(PROBLEM TO WORK ON) Word for word, set down every line of the entries below from the line with "in the street" to the line with "Write the network", including both, and no other line.

[Saved entries]
————————
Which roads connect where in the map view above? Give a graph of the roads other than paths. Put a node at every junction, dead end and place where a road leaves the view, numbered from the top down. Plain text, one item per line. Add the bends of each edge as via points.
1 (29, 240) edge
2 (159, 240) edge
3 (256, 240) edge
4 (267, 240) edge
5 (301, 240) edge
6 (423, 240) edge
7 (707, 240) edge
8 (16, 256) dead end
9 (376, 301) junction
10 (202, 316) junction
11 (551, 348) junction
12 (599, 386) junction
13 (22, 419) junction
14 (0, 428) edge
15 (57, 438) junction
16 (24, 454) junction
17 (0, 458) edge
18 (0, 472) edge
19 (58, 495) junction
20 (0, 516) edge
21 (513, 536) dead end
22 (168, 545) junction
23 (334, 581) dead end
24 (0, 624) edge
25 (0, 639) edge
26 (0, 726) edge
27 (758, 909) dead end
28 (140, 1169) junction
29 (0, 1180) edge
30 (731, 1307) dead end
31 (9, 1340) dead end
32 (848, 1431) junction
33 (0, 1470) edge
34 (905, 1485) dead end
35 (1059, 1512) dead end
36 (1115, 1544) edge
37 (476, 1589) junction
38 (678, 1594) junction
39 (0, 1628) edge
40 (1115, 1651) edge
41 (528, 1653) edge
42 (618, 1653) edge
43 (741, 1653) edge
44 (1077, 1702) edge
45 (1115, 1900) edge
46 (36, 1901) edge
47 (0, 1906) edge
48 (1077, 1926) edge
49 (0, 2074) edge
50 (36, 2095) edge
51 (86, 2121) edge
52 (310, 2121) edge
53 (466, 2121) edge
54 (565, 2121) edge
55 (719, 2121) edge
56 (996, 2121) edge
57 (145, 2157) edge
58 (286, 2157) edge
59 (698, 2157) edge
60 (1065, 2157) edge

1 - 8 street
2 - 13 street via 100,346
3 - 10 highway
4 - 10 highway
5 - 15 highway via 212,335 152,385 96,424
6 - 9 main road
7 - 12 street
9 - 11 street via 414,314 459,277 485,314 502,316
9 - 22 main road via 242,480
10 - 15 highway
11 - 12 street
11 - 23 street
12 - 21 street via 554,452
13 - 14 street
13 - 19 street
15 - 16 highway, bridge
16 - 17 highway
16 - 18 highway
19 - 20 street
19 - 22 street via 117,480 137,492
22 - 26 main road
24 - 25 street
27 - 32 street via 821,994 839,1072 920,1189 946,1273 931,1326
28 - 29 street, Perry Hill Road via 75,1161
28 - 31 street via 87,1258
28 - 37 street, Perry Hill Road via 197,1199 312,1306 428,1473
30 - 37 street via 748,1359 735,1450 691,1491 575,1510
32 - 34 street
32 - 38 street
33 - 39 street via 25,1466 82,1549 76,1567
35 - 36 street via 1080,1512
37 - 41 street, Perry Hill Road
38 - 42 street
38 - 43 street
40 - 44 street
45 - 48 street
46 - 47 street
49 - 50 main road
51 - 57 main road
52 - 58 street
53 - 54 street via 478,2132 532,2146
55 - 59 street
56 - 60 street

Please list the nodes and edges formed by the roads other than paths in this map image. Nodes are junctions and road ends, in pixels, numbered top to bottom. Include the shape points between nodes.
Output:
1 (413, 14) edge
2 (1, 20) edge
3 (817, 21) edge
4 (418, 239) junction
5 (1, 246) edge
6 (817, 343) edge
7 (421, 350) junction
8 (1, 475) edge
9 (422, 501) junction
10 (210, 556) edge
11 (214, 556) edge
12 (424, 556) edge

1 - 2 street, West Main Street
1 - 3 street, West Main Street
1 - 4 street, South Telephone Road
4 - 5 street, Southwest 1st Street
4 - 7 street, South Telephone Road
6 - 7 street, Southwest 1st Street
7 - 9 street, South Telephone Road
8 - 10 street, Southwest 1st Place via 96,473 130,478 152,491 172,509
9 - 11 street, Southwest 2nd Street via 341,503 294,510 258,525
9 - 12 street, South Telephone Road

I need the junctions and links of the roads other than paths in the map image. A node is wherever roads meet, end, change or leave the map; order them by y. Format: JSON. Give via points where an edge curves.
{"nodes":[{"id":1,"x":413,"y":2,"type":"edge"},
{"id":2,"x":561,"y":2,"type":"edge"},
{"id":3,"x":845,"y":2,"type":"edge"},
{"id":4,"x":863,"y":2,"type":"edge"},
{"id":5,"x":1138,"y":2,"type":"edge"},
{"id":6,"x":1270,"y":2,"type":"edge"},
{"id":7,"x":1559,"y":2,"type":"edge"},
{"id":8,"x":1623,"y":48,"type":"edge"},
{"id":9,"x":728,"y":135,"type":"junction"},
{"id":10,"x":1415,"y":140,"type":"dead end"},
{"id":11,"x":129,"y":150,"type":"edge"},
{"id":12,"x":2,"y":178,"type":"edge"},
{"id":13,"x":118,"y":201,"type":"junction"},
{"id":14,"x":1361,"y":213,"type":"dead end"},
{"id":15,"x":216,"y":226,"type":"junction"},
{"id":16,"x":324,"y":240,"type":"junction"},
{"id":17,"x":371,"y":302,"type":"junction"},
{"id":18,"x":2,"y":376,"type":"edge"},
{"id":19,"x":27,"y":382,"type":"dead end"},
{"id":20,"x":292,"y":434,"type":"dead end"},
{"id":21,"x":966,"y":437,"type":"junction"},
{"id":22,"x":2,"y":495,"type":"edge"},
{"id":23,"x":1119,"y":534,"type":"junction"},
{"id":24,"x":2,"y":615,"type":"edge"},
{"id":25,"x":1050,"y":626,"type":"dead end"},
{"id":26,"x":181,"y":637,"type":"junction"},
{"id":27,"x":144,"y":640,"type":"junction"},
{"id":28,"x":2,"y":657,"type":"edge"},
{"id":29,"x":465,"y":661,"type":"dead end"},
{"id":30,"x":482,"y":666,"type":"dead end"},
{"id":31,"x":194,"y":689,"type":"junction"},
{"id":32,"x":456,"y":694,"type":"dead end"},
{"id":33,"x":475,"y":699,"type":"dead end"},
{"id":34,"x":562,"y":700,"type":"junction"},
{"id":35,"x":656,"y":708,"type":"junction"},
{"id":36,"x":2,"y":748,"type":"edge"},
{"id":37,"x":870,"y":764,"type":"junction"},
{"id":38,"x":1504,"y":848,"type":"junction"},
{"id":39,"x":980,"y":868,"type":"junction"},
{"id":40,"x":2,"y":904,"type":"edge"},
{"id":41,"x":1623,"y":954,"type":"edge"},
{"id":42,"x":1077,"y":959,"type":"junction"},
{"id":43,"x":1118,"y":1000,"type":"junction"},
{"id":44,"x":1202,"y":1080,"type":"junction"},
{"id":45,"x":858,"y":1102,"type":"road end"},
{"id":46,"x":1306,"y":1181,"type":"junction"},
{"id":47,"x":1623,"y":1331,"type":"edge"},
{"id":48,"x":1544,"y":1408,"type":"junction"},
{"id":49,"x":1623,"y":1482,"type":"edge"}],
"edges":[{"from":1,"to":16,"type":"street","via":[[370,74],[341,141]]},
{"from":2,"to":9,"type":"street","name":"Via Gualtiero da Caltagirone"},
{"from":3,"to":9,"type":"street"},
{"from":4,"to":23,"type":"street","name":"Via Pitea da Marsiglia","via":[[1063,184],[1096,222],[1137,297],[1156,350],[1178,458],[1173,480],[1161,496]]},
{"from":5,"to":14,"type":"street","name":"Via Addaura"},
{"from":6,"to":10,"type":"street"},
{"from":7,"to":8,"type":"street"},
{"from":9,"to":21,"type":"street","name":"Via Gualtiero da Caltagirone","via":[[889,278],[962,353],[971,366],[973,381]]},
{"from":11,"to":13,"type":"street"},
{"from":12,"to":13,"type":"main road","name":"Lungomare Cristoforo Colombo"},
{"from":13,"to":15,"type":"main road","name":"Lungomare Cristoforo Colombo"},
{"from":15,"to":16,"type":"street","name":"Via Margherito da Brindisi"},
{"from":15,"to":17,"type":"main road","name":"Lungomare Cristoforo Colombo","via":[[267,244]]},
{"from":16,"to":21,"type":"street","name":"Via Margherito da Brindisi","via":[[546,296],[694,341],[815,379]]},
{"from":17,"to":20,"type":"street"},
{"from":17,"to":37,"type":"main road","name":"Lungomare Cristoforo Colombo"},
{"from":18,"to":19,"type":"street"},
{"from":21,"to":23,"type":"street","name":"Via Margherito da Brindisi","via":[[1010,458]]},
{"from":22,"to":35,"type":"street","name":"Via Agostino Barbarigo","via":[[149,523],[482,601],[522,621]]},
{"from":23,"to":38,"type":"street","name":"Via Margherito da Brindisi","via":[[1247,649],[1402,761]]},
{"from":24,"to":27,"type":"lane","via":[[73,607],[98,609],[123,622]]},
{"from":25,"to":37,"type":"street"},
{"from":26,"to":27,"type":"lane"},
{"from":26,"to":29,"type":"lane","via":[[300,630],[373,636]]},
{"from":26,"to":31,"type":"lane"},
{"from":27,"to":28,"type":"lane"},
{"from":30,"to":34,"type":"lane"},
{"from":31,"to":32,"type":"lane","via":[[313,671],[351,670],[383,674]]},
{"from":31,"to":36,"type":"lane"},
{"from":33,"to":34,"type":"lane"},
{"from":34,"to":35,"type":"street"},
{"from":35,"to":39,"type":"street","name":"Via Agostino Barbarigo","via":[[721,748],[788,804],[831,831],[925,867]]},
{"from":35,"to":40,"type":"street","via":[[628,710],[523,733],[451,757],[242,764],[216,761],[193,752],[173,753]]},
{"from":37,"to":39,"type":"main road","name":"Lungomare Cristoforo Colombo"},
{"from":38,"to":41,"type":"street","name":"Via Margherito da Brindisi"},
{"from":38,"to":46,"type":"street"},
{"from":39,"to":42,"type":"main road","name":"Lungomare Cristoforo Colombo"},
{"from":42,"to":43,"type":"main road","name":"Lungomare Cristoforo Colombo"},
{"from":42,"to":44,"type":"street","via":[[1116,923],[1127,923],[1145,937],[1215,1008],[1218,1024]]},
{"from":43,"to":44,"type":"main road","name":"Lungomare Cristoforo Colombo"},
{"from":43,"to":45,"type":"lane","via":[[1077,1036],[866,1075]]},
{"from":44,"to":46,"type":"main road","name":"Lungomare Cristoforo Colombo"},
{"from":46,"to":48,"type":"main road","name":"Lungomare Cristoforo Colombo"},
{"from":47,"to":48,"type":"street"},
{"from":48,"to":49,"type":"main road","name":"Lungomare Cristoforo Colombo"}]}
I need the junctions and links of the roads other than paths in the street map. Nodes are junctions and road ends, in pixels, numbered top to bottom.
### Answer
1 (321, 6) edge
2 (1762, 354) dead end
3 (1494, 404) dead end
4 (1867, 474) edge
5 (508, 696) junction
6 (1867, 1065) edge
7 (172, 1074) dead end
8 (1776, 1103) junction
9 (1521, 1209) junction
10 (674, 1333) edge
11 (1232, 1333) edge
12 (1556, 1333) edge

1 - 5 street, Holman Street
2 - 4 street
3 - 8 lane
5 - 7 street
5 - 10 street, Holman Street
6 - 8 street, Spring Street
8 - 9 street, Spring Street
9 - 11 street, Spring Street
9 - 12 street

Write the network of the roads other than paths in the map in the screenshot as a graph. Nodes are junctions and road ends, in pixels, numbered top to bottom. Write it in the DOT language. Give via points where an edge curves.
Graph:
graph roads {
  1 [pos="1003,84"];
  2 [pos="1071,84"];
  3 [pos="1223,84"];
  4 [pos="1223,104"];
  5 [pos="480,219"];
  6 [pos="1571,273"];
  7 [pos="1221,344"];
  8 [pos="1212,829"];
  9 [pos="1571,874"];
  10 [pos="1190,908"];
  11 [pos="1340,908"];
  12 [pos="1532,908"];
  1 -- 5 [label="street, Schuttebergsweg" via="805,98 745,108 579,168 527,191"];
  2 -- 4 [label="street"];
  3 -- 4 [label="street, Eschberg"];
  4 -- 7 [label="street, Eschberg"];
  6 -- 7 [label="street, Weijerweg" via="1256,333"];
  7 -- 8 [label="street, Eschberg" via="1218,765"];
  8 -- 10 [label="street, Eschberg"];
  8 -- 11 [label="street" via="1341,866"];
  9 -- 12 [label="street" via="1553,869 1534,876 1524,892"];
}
————————
(EXERCISE RESPONSE)
I need the junctions and links of the roads other than paths in the street map. Nodes are junctions and road ends, in pixels, numbered top to bottom.
### Answer
1 (321, 6) edge
2 (1762, 354) dead end
3 (1494, 404) dead end
4 (1867, 474) edge
5 (508, 696) junction
6 (1867, 1065) edge
7 (172, 1074) dead end
8 (1776, 1103) junction
9 (1521, 1209) junction
10 (674, 1333) edge
11 (1232, 1333) edge
12 (1556, 1333) edge

1 - 5 street, Holman Street
2 - 4 street
3 - 8 lane
5 - 7 street
5 - 10 street, Holman Street
6 - 8 street, Spring Street
8 - 9 street, Spring Street
9 - 11 street, Spring Street
9 - 12 street

Write the network of the roads other than paths in the map in the screenshot as a graph. Nodes are junctions and road ends, in pixels, numbered top to bottom. Write it in the DOT language. Give via points where an edge curves.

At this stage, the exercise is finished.